## Material provided

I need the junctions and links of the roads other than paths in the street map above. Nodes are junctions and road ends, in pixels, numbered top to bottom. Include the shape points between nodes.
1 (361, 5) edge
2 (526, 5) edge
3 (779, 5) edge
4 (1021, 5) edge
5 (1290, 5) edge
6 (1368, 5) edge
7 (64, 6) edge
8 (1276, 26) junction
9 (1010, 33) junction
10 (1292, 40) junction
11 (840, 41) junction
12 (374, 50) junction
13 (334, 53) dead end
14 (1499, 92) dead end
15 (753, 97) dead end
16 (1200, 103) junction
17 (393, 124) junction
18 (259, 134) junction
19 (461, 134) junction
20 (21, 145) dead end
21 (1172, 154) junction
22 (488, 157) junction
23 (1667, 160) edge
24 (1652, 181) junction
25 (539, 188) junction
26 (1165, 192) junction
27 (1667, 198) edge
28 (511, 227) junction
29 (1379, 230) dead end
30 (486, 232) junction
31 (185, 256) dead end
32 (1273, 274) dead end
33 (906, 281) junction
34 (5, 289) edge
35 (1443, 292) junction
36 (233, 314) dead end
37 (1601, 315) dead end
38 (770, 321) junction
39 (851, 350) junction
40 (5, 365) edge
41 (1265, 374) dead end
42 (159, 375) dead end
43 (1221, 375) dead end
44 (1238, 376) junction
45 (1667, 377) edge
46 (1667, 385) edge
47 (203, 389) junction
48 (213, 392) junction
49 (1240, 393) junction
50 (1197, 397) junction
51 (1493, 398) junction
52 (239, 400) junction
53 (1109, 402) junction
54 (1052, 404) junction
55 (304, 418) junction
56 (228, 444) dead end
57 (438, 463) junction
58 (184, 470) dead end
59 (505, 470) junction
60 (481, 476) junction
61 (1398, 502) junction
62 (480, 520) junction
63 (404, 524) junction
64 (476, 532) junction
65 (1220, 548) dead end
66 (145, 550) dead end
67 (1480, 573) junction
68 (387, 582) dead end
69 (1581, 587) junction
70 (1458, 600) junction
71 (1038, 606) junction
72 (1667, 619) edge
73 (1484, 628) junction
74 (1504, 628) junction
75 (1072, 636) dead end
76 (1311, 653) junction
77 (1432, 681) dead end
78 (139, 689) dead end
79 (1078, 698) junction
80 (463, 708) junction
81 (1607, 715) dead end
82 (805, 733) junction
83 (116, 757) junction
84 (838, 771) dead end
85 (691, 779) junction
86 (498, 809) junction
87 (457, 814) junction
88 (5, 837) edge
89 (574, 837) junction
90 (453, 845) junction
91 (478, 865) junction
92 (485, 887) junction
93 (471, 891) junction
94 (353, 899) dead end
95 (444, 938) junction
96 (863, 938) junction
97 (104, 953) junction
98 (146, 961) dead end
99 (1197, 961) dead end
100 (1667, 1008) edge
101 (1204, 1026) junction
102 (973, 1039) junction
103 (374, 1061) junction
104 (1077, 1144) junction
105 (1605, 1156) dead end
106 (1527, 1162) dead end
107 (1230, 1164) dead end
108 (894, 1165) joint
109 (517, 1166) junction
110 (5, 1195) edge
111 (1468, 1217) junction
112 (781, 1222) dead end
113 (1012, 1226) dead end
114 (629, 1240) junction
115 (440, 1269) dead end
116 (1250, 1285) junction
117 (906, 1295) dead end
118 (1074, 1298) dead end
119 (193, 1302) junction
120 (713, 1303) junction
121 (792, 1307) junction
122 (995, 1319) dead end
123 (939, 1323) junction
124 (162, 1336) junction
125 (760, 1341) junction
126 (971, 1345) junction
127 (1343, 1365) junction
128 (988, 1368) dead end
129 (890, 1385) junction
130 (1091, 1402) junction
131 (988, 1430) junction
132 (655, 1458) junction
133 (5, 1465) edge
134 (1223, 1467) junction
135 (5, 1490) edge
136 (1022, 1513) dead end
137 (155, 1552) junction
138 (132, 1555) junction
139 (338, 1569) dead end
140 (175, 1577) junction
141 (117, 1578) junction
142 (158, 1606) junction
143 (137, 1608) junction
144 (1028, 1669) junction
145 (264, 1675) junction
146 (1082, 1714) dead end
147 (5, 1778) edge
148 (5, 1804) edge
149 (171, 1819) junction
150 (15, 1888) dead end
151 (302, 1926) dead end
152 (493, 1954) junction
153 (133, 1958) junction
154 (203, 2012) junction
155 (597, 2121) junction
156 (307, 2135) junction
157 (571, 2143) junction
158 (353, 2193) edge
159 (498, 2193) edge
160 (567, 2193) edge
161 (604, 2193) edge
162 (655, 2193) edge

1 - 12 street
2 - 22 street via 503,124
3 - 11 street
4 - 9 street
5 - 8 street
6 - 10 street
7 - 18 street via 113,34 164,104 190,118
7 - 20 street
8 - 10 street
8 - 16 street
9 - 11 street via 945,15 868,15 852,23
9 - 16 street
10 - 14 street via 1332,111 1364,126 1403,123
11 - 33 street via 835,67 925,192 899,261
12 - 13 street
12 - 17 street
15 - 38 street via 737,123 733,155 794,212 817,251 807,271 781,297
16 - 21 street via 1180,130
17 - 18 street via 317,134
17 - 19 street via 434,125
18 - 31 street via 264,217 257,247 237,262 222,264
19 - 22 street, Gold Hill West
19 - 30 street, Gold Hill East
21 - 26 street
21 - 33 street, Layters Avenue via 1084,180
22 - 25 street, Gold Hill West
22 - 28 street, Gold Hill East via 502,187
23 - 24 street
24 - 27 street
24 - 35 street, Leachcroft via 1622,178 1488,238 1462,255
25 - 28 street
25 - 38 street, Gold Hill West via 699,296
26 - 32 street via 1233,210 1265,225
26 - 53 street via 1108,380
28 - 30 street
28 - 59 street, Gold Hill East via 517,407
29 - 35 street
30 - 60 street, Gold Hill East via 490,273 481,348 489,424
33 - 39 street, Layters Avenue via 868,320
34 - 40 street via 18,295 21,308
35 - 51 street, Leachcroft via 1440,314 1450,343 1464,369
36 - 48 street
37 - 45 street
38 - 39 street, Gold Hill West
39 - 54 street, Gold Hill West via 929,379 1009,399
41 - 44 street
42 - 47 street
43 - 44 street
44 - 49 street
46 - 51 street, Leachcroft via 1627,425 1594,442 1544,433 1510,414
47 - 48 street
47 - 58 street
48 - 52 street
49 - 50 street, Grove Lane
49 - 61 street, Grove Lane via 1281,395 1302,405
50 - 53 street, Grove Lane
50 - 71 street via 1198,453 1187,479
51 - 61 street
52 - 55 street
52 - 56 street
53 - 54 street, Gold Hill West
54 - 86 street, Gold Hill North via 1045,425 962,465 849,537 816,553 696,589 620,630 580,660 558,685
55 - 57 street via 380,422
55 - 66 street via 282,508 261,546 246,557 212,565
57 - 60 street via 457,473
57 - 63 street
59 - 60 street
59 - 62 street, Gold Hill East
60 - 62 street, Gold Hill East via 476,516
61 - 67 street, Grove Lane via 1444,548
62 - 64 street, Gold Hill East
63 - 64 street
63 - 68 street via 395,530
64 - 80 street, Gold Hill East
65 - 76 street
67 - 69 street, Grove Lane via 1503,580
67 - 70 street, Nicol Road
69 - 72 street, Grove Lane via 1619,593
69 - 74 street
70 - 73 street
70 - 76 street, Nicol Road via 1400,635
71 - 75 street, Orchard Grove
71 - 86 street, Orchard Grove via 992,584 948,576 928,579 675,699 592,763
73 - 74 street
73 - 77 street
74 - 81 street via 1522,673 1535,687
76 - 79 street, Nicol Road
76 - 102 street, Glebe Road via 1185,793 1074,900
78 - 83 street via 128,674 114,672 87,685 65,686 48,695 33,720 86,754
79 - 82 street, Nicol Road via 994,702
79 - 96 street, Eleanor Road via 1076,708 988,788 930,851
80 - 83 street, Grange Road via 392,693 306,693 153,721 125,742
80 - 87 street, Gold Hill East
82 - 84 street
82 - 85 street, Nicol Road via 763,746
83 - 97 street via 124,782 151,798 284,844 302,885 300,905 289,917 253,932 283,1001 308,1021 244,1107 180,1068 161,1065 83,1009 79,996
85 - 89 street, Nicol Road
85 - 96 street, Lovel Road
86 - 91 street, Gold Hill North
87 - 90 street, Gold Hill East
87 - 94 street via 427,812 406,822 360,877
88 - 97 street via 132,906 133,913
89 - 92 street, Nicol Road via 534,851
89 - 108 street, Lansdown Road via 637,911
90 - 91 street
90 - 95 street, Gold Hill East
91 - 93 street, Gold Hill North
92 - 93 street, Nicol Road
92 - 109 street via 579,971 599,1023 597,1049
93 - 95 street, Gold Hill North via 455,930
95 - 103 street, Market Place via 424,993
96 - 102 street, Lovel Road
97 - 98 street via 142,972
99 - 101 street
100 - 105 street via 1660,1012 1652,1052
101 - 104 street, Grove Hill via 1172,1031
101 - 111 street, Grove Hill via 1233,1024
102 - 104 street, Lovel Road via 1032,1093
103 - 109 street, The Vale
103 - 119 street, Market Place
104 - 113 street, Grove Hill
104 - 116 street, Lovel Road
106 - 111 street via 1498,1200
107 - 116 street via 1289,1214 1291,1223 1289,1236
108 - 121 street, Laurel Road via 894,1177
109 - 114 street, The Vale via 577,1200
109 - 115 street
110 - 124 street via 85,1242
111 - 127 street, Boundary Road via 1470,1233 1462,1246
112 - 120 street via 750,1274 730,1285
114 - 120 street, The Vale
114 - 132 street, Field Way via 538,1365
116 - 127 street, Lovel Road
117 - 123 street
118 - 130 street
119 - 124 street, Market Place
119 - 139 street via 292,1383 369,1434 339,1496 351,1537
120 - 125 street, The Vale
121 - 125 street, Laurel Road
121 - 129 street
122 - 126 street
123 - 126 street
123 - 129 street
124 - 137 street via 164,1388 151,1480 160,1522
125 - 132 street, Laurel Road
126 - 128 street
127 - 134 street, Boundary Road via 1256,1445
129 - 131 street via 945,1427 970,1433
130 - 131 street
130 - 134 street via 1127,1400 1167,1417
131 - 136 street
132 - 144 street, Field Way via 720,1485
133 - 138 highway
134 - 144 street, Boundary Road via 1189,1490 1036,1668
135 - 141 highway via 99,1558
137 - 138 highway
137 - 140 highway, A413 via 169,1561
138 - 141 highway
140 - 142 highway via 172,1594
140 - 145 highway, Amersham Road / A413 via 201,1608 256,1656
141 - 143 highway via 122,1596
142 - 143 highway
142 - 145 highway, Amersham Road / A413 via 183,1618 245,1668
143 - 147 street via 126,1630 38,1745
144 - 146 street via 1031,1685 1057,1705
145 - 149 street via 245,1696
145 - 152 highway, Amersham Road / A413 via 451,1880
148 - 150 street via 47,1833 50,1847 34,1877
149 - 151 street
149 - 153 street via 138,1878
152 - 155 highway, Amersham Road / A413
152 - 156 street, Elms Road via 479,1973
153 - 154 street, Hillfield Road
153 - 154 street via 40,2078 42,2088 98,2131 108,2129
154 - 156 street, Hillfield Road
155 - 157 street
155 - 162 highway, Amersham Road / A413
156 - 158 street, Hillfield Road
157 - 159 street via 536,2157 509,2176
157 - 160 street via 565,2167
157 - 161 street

## Problem description
Please copy every line in the entries where "Market" appears.

## Answer for this exercise
95 - 103 street, Market Place via 424,993
103 - 119 street, Market Place
119 - 124 street, Market Place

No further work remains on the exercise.